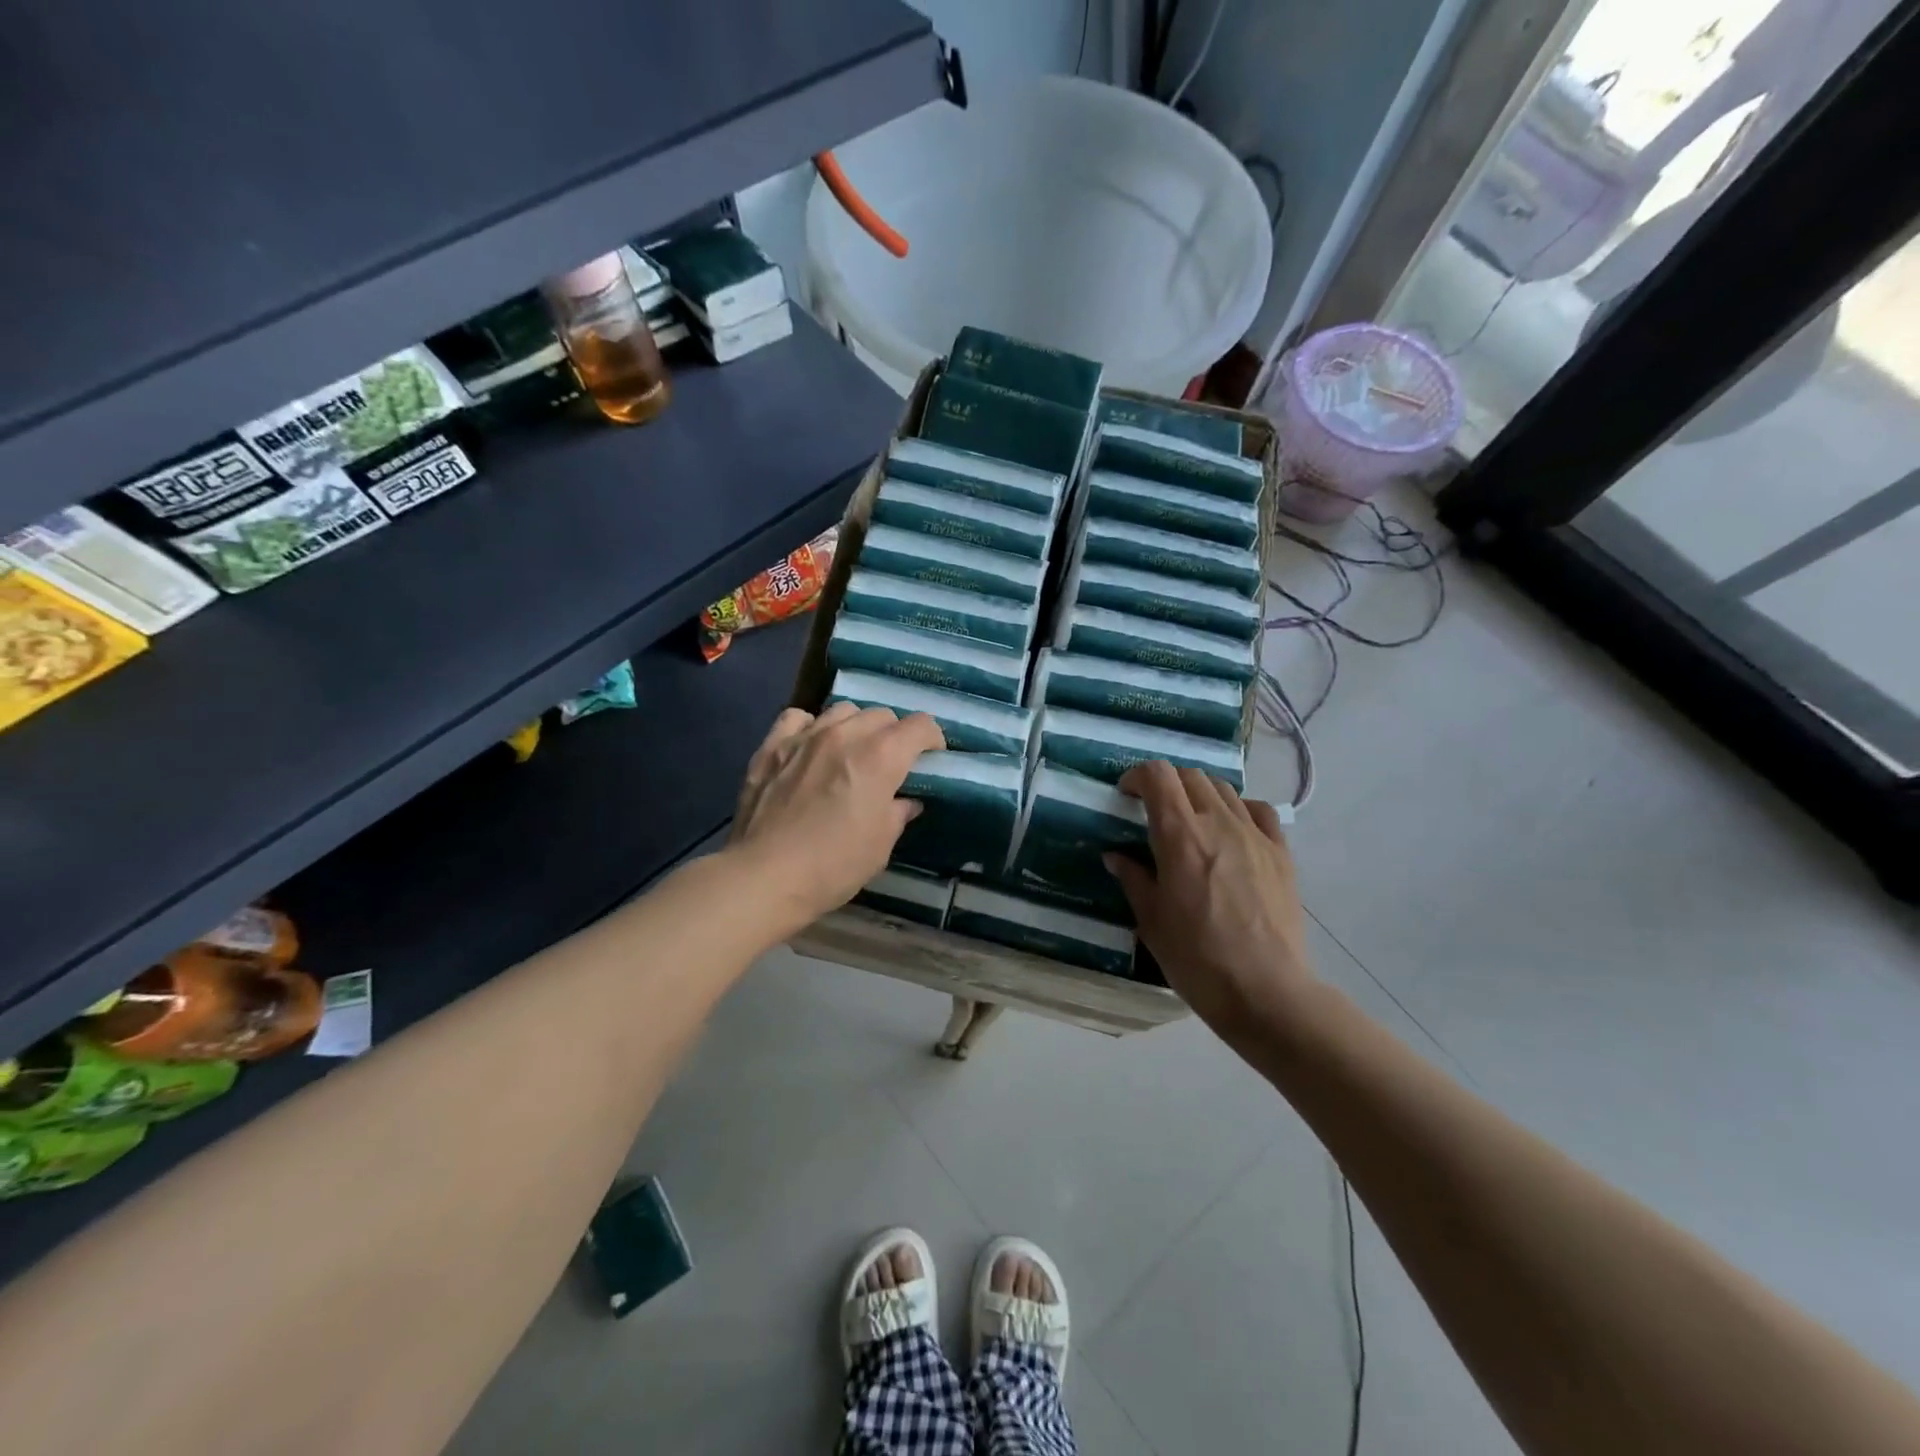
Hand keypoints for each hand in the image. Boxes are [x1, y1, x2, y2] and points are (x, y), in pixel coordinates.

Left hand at [729, 702, 944, 933]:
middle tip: (891, 762)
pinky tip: (810, 746)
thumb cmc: (833, 866)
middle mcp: (845, 735)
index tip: (931, 757)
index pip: (920, 725)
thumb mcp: (881, 846)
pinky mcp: (772, 746)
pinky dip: (811, 726)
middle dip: (894, 734)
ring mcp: (805, 736)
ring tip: (851, 751)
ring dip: (856, 726)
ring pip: (842, 710)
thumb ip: (898, 813)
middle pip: (882, 714)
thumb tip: (906, 801)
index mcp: (880, 757)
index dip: (932, 738)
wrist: (765, 876)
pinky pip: (798, 717)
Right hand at [1105, 762, 1315, 1051]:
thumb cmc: (1196, 957)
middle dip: (1167, 783)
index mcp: (1180, 835)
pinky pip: (1259, 811)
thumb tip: (1116, 856)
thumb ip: (1133, 878)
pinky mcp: (1281, 853)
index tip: (1126, 793)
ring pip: (1224, 789)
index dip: (1137, 775)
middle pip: (1190, 776)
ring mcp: (1255, 834)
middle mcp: (1218, 822)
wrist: (1264, 990)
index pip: (1158, 776)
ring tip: (1191, 820)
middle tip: (1153, 808)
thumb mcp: (1151, 920)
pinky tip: (1232, 830)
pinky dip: (1239, 809)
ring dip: (1200, 794)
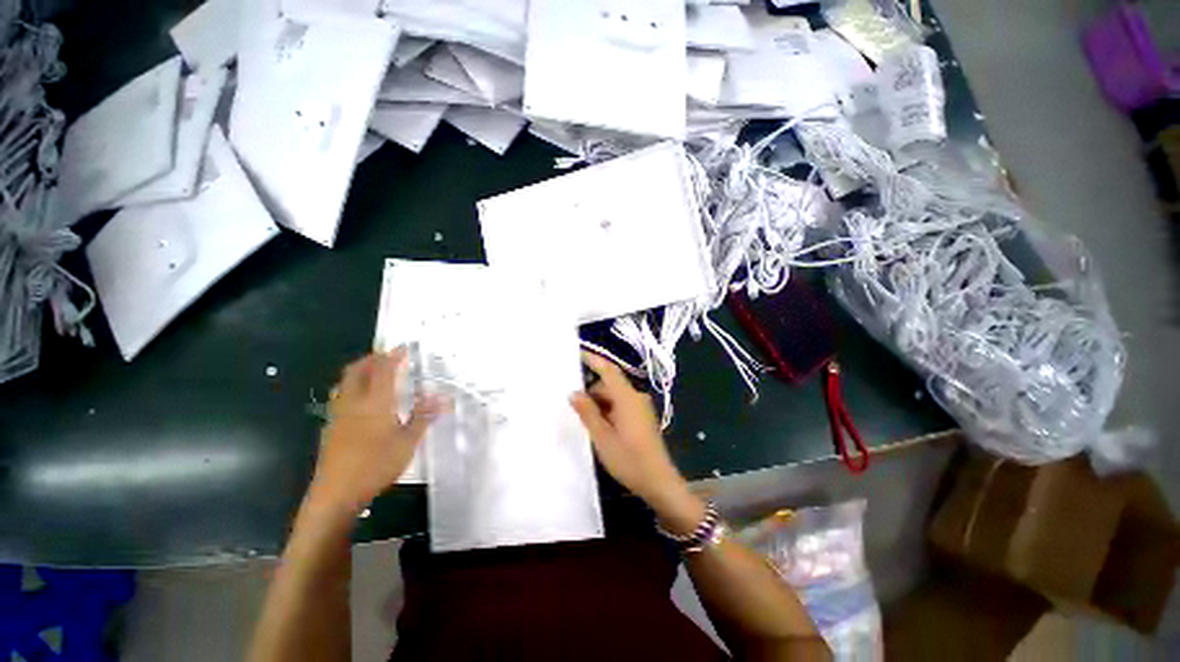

▶ **Problem statement**:
Where does the word "hand" occur in the data? Copy every line that has it.

▶ **Result below**:
Hand keypoints for each hand in the image. Boxes are [x1, y1, x2, y2] and points are (x, y), in pixel coordinates.
Left hand at [729, 702, 944, 933]:
Right hand at [1105, 762, 1315, 1051]:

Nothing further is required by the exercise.